Los Angeles is the foundation of boba culture in the United States, thanks to a vast population of Asian Americans residing across Southern California. In the 1990s, the curious Taiwanese beverage began making its way stateside, fueling a relentless growth of shops across the country. A few years ago, naysayers claimed an impending boba shortage due to logistical issues and tapioca production, but aside from a small blip in supply, the scare made a lot of people realize how important this beverage is to Americans, and especially young Asian people who see boba, or bubble tea, as the ideal hangout beverage, after-school snack, or late-night sipper.
In the years since its introduction, boba has morphed into its own bona fide beverage industry, now fully realized with layers of customization, specialty ingredients, and preparations. Brands like Starbucks, Peet’s, and Dunkin’ have tried to capitalize on the trend. But the boba of 2022 is far different from that of a decade ago. While powders and flavorings still abound on the budget end of the market, today’s aspiring baristas shake fresh seasonal fruits, use organic milks (both dairy and plant-based), and infuse whole tea leaves to create colorful, beautiful beverages that can even serve as status symbols.

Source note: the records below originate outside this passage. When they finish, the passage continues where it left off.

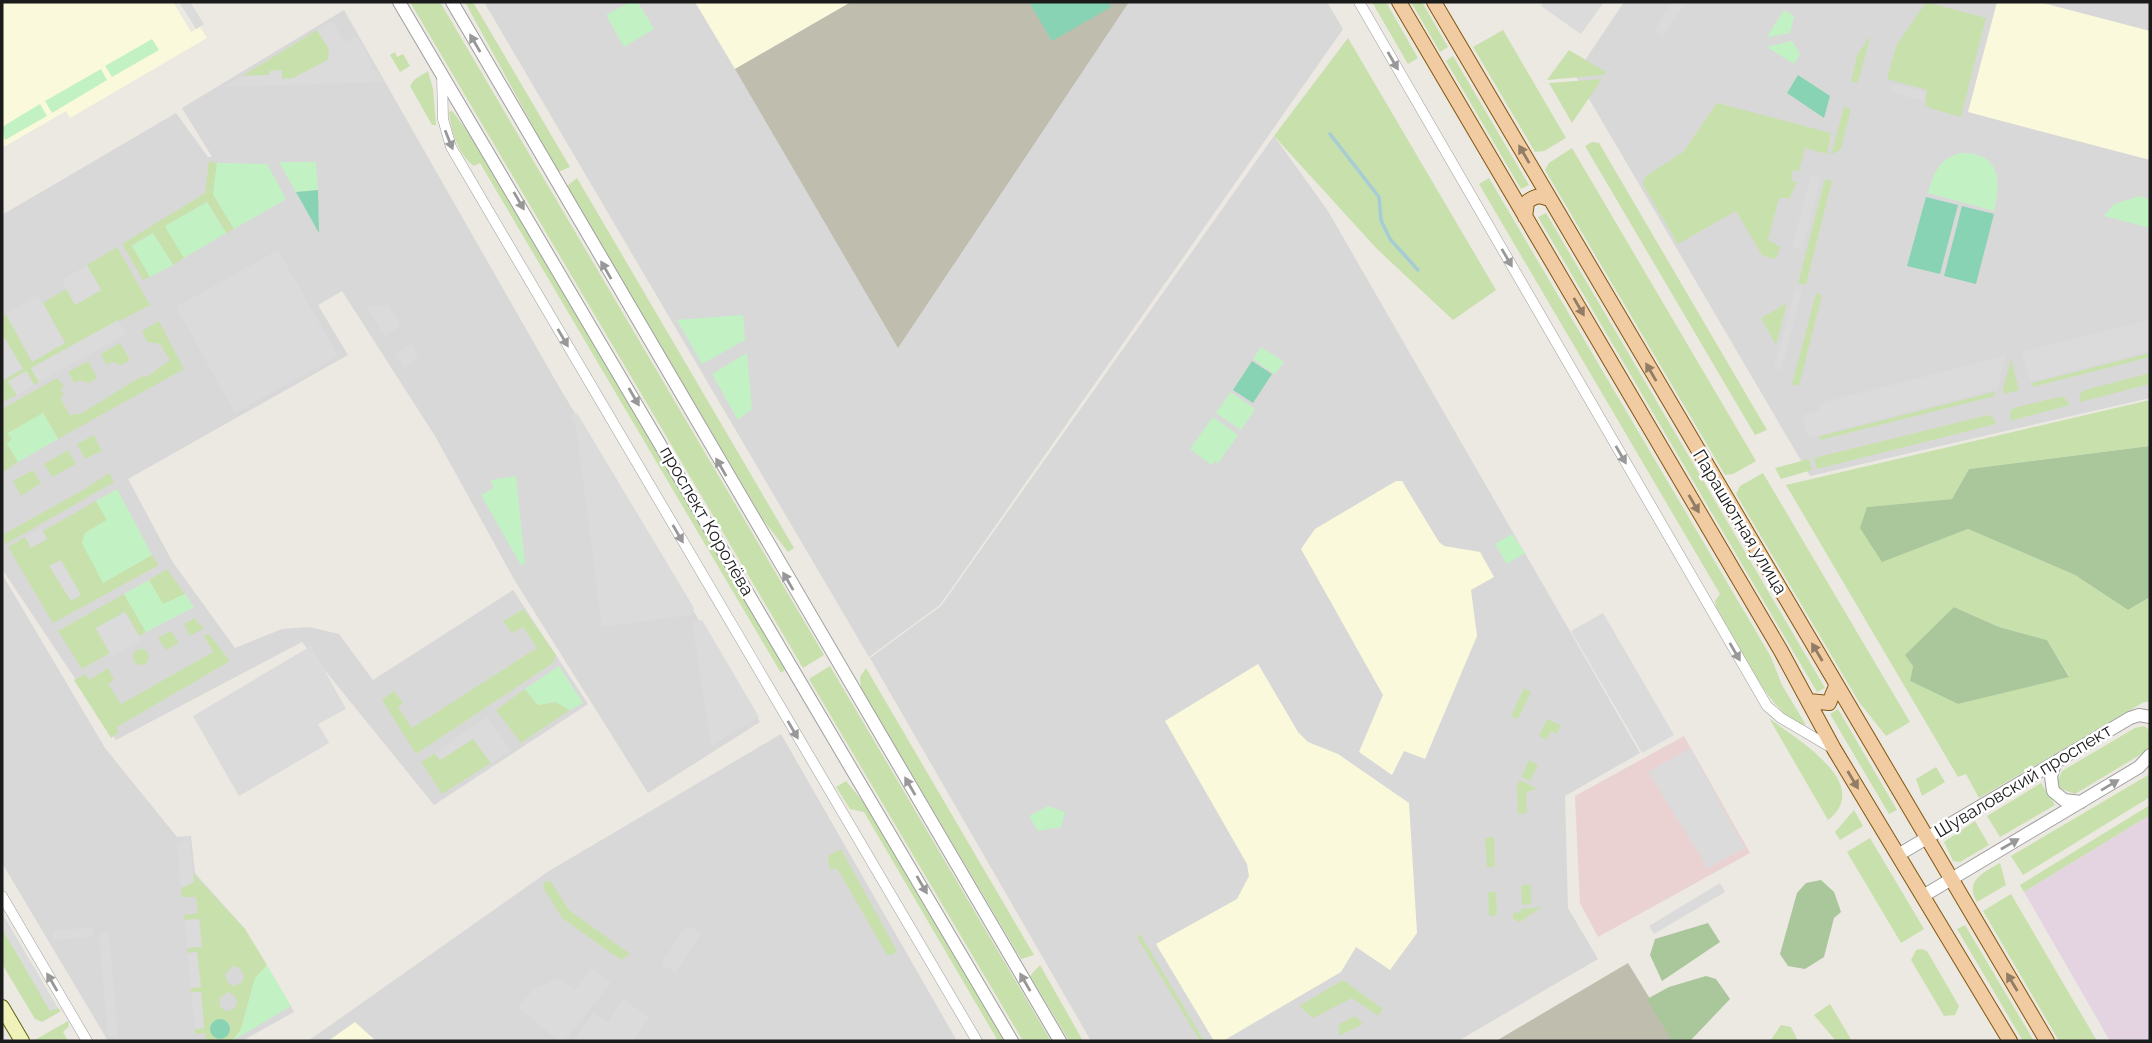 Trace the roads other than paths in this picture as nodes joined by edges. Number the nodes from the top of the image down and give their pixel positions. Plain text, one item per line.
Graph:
1 (399, 2) edge
2 (452, 2) edge
3 (1359, 2) edge
4 (1399, 2) edge
5 (1434, 2) edge
6 (442, 73) junction
7 (1551, 200) junction
8 (1525, 217) junction
9 (1836, 686) junction
10 (1809, 701) junction
11 (2150, 717) edge
12 (1835, 749) junction
13 (2150, 755) edge
14 (2055, 763) junction
15 (2145, 767) edge
16 (2081, 802) junction
17 (1927, 838) junction
18 (1898, 855) junction
19 (1951, 879) junction
20 (2, 896) edge
21 (1923, 896) junction
22 (2, 1007) edge
23 (22, 1041) edge
24 (87, 1041) edge
25 (977, 1041) edge
26 (1012, 1041) edge
27 (1060, 1041) edge
28 (2010, 1041) edge
29 (2047, 1041) edge

1 - 6 street, проспект Королёва
27 -> 2 street
3 -> 12 street
4 - 8 main road, Парашютная улица
7 -> 5 main road, Парашютная улица
6 -> 25 street
6 -> 26 street, проспект Королёва
7 - 8 main road
9 -> 7 main road, Парашютная улица
8 -> 10 main road, Парашютная улица
9 - 10 main road
9 - 17 main road, Парашютная улица
10 - 12 main road, Парашютная улица
11 - 14 street, Шуваловский проспект
12 -> 18 main road, Парашютная улица
13 - 15 street
14 - 16 street
14 - 17 street, Шуваловский проспект
16 -> 15 street
19 -> 16 street
17 - 18 street, Шуваловский проспект
17 - 19 main road, Парашютная улица
18 - 21 main road, Парашютная улица
19 - 21 street
29 -> 19 main road, Парашютная улица
24 -> 20 street
21 - 28 main road, Парашютная улица
22 - 23 main road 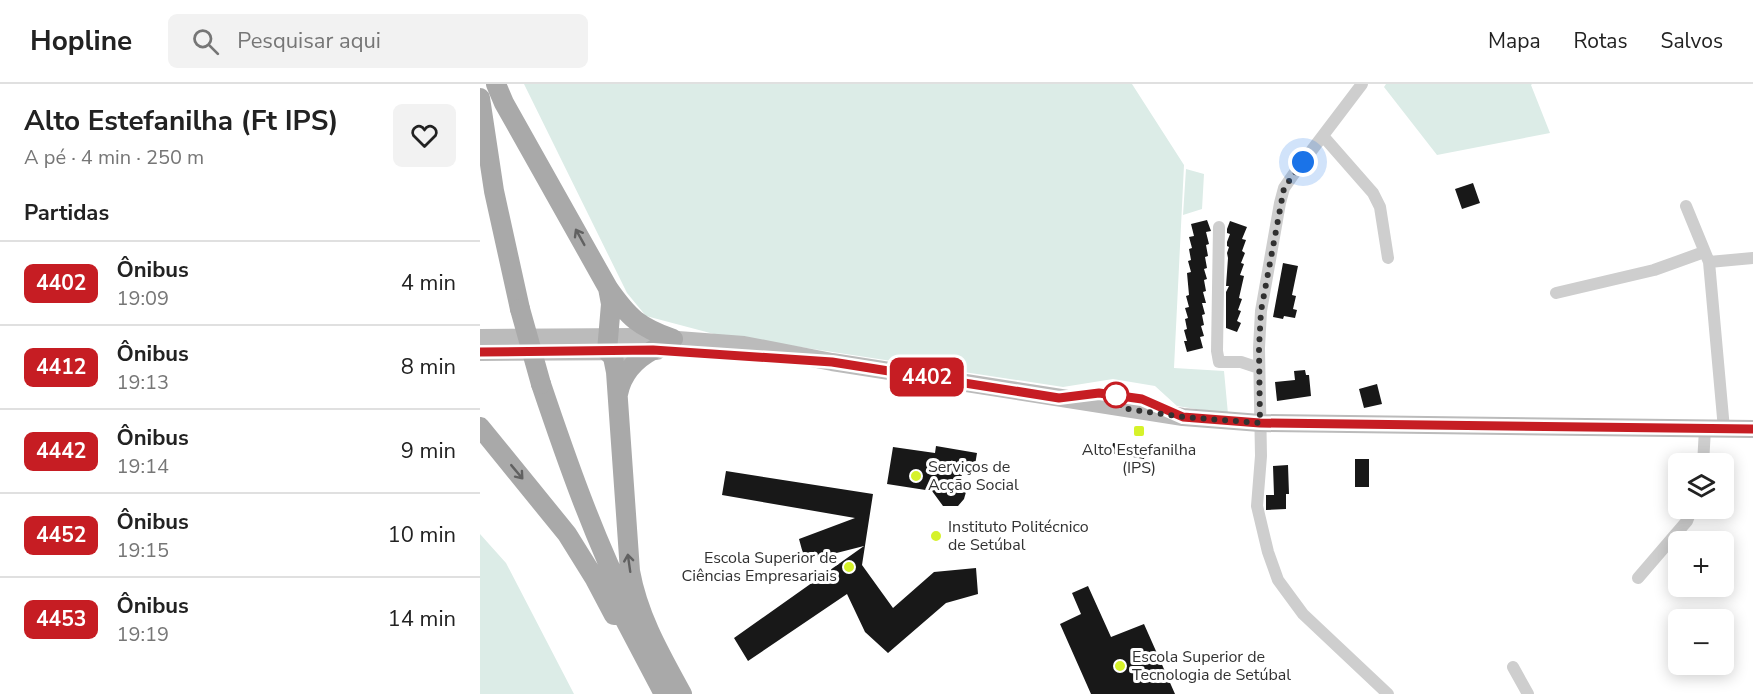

Boba culture has already begun permeating the mainstream, with boba ice cream and other products appearing at Trader Joe’s and Costco, but the beating heart of this chewy tapioca beverage is inside the San Gabriel Valley, where upwards of half a dozen boba shops can compete for business on the same block. Drive down Valley Boulevard in San Gabriel or Baldwin Avenue in Arcadia and you’ll pass countless shops. This guide for boba drinkers and creators covers everything from an introduction to the beverage, to a day behind-the-scenes at a busy SoCal shop, to an interview with a boba superfan who spends almost $1000 a year on his most beloved beverage.